Le vocabulaire sacerdotal hébreu généralement traduit par expier ou expiation (kpr à la forme dite "pi'el", kipper etc.) relève clairement de cette (première) catégorie (que l'image associée à la racine verbale soit plutôt celle de "couvrir" ou d'"effacer", cela reste débattu par les spécialistes mais ne change rien au fait qu'il s'agit bien d'un "traitement" du péché et non d'une propitiation de la divinité).

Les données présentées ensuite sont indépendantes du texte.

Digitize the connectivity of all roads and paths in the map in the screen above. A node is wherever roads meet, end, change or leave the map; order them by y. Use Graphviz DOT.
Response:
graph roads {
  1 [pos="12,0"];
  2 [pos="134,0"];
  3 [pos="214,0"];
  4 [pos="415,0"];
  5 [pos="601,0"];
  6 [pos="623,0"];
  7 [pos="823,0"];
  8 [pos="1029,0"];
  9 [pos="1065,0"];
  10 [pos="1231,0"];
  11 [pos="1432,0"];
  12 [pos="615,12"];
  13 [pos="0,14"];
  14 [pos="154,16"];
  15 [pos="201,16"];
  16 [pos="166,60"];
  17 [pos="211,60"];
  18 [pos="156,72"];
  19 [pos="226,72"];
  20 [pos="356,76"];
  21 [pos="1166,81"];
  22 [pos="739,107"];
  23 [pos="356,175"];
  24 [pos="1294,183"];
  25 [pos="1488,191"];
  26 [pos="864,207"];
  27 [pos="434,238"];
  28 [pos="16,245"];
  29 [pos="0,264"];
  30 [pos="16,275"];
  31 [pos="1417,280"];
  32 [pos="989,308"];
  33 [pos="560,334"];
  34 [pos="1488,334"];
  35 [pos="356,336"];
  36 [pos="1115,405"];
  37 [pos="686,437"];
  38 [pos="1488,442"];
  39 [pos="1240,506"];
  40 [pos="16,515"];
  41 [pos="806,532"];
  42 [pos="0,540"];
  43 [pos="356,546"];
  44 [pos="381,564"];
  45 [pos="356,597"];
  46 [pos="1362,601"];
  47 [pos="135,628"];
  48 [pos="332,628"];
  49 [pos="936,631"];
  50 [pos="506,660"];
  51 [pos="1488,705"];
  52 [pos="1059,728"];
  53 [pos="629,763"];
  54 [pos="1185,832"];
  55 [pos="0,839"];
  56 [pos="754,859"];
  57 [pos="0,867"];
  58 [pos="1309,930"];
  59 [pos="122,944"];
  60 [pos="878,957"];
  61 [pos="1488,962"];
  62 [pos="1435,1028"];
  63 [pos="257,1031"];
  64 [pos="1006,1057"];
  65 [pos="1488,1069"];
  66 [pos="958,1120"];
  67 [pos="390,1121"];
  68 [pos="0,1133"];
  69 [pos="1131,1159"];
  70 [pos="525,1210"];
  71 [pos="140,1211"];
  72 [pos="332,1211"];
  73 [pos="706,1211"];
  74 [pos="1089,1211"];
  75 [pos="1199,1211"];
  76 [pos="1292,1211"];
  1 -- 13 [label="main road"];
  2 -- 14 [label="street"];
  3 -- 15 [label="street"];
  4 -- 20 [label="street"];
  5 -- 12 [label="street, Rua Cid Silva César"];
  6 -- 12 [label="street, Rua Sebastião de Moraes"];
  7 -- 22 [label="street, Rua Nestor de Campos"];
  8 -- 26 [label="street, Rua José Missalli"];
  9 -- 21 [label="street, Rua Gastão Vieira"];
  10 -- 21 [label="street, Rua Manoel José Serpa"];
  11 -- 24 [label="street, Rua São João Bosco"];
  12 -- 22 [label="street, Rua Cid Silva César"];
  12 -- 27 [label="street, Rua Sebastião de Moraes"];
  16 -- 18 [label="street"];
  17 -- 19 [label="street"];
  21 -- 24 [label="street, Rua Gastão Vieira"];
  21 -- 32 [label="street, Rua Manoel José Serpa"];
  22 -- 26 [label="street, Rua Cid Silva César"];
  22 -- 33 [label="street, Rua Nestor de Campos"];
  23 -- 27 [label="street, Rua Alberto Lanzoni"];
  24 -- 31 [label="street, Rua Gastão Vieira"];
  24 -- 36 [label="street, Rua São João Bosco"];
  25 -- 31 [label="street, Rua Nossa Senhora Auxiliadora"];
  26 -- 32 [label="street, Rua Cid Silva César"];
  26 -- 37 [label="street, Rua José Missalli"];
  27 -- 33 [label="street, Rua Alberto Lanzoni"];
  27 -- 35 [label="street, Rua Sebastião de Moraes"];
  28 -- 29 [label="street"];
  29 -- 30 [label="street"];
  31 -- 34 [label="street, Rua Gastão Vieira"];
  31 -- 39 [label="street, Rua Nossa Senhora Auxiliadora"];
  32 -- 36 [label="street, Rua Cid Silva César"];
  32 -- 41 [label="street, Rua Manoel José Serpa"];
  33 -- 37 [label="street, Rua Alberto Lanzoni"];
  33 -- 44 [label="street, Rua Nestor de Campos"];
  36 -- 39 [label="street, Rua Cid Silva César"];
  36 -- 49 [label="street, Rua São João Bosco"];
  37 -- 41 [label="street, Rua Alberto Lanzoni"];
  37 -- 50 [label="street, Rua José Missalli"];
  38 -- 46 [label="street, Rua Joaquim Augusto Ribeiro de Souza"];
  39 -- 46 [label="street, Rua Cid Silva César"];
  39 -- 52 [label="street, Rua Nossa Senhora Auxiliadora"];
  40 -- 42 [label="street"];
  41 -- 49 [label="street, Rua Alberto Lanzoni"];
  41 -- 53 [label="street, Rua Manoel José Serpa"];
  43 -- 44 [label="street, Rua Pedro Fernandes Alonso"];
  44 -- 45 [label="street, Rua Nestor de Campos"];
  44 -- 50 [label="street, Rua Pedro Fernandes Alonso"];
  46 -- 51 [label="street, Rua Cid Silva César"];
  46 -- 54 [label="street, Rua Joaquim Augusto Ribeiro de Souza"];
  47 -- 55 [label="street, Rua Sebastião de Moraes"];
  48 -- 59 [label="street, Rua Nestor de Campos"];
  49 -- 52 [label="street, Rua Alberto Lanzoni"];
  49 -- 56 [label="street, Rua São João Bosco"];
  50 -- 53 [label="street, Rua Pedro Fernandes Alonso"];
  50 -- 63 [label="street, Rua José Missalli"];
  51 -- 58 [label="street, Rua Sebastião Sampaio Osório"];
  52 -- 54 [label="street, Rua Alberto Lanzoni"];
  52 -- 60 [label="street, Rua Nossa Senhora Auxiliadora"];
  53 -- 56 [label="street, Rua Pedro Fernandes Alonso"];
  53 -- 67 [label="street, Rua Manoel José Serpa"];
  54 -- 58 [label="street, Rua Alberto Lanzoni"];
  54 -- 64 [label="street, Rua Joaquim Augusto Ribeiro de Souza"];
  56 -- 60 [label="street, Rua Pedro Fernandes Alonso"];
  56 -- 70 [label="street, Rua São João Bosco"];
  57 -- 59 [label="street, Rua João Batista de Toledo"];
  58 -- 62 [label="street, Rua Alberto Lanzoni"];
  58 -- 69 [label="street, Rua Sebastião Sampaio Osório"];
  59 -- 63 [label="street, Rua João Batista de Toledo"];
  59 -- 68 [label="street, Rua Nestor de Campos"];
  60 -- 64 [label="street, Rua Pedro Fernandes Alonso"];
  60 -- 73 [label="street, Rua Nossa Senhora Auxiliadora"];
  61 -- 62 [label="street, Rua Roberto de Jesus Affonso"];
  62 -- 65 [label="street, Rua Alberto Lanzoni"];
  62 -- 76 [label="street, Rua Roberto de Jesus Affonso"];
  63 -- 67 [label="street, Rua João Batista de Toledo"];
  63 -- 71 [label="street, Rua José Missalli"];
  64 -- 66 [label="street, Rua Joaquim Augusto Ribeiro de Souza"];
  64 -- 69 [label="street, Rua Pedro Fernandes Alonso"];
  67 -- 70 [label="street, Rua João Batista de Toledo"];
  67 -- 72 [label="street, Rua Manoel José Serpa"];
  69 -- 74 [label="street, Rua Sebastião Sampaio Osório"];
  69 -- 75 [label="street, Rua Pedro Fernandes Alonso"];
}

Mais quand ce vocabulaire est traduit en grec (LXX), il l'est le plus souvent par hilaskomai et ses dérivés qui, eux, signifient tout aussi clairement la "propitiation" (cette famille est d'ailleurs apparentée à hilaros qui a donné en français "hilare", référé en l'occurrence à la condition "naturelle" de bonheur des dieux que la propitiation restaure quand ils sont en colère). Il y a donc une tension entre le sens normal du  mot grec et le contexte des phrases qui, en suivant (plus ou moins) l'hébreu, rapportent la "propitiation" non à la divinité comme il serait naturel, mais au péché (comme une "expiation"). Pour le lecteur très familier de la Septante, un mot qui signifie normalement "propitiation" va donc finir par signifier aussi (voire surtout) "expiation", le sens de l'hébreu l'emportant sur celui du grec dans le texte grec lui-même. Mais celui qui est moins familier de la Septante continuera d'entendre "propitiation" et rien d'autre.

D'où le problème de traduction concernant le NT, où la "propitiation" n'est évoquée que très rarement, dans un contexte non rituel et dans un sens plus "figuré" que "propre" (il n'est pas question d'un vrai sacrifice offert par un vrai prêtre sur un vrai autel dans un vrai temple). Selon le degré de familiarité avec la Septante qu'on présuppose chez l'auteur ou les (premiers) destinataires, on penchera plutôt pour le sens de "propitiation" (sens naturel du grec) ou d'"expiation" (sens "biblique" présumé conventionnel). En tout état de cause, la décision demeure difficile et discutable.